The ruling comes after the Southern Environmental Law Center, on behalf of Defenders of Wildlife, MountainTrue, Sierra Club, and the Center for Biological Diversity, sued the Forest Service and Fish and Wildlife Service in April 2024. The lawsuit challenged the revised Nantahala-Pisgah Forest Plan, which was finalized in 2023 and guides the long-term future of two of the nation’s most popular public lands.
The Plan proposed a massive increase in logging in the forests and put sensitive areas, including habitat for endangered forest bats, on the chopping block. But the federal agencies failed to show that these rare and federally protected bats — the northern long-eared bat, Indiana bat, Virginia big-eared bat, and gray bat — could withstand harmful logging. Instead, the agencies relied on incomplete and inaccurate information to downplay the risks posed by the new Plan, in some cases flatly ignoring where the bats’ habitat occurs.

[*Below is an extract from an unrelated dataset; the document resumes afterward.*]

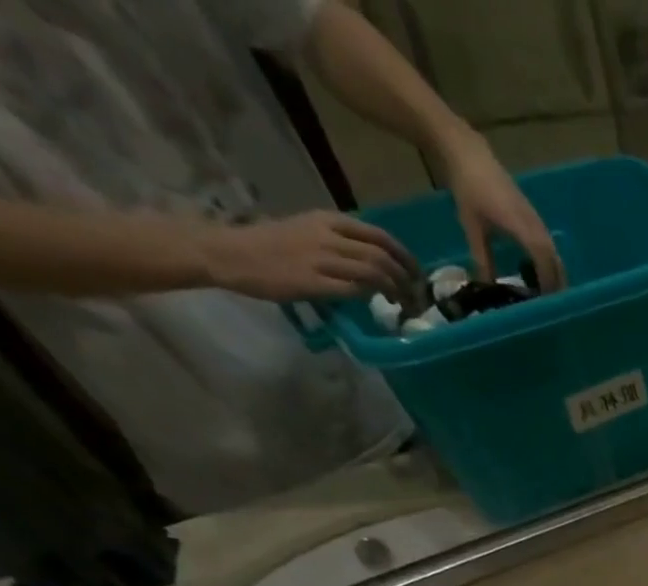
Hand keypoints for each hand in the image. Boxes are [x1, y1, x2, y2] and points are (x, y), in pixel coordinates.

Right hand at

The Court ruled the agencies’ analysis — called a Biological Opinion — was clearly flawed, writing in its decision that the agencies’ conclusions were “unexplained,” “unsupported,” “deficient,” and “of almost no value.” The Court also found that since the Biological Opinion is unlawful, that “void[s] [the] authority for the Revised Forest Plan” itself.

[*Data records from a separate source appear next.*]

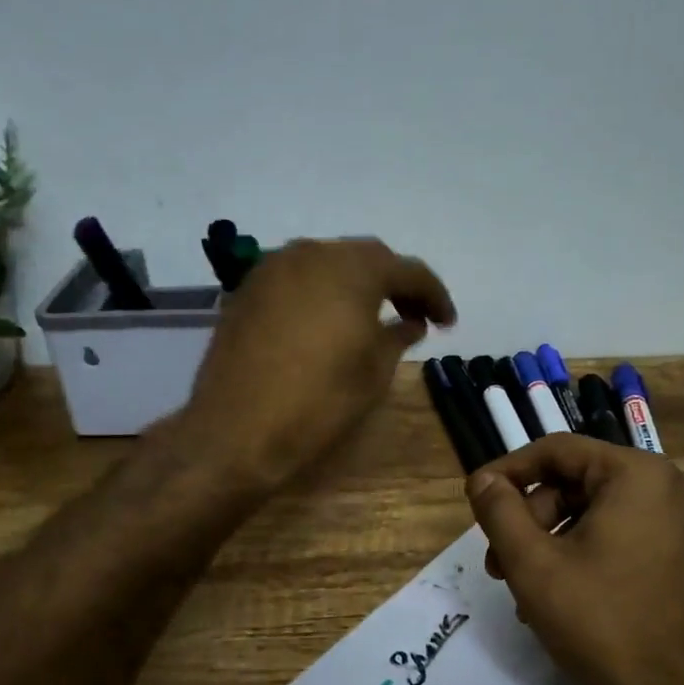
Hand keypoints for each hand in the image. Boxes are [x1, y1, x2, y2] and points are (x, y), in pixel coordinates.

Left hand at [174, 238, 455, 493]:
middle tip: (414, 315)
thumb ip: (397, 336)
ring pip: (328, 263)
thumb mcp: (373, 372)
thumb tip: (409, 322)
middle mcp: (311, 254)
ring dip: (355, 284)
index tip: (447, 322)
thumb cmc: (318, 401)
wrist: (236, 430)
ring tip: (372, 317)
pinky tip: (328, 321)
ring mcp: (273, 268)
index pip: (407, 270)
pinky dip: (321, 292)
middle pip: (365, 258)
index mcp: (352, 269)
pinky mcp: (247, 290)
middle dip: (395, 283)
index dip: (434, 295)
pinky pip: (297, 279)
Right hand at [466, 434, 683, 684]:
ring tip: (525, 587)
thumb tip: (482, 480)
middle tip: (499, 560)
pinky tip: (561, 595)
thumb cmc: (603, 625)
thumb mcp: (534, 565)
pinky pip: (626, 534)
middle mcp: (672, 486)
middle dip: (532, 517)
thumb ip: (500, 511)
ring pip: (599, 511)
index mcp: (639, 475)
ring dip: (554, 540)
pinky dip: (587, 553)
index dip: (509, 471)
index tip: (476, 499)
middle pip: (579, 481)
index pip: (558, 450)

"This ruling reveals what we knew when the faulty plan was released; that increased logging targets and other assumptions were unjustified by any reasonable planning process that actually followed the law," said David Reid, National Forests Issue Chair with the N.C. Sierra Club. "It’s a win for all who cherish these threatened bats, and hope that our grandchildren will continue to marvel at them."